> _EXERCISE BRIEF_: Please give the number of lines that hold the string "dead" in the listing, without any other words.

*** DATA EXTRACTS Section Begins ***

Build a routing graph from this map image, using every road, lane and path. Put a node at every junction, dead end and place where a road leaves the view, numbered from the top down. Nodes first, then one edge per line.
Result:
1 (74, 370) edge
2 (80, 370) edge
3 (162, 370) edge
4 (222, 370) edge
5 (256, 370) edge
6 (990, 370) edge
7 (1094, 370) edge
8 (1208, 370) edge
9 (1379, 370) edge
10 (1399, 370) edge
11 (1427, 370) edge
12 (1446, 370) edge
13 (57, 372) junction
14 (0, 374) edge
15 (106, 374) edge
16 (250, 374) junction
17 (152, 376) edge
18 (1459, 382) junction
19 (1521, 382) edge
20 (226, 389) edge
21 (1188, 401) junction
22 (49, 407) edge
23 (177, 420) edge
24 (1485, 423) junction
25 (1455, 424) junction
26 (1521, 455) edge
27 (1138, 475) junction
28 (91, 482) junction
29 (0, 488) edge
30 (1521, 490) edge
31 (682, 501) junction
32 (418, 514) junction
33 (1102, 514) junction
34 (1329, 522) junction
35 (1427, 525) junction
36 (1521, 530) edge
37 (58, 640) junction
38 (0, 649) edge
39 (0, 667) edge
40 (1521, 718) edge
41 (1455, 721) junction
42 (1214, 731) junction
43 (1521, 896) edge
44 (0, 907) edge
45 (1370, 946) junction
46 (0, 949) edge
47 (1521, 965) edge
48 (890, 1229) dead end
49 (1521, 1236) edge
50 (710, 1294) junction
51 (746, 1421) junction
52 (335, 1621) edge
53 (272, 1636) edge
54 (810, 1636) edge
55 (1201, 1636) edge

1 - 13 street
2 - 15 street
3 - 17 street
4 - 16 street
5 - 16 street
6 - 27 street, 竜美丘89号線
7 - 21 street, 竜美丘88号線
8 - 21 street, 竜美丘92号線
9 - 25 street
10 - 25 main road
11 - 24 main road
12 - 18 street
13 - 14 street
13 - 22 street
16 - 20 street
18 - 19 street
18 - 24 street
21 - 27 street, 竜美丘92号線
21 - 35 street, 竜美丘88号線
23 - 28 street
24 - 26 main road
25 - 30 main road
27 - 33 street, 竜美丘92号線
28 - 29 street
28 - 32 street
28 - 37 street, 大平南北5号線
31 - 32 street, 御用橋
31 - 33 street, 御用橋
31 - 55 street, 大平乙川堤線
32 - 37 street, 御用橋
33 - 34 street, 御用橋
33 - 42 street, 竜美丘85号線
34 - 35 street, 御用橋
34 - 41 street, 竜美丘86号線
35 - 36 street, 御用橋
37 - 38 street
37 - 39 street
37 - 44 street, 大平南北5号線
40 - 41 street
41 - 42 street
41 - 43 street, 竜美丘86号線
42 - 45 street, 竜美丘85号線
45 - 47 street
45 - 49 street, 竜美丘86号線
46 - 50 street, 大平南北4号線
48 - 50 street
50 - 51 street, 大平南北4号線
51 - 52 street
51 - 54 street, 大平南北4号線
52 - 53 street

*** DATA EXTRACTS Section Ends ***

> _WRITTEN REPLY_: 2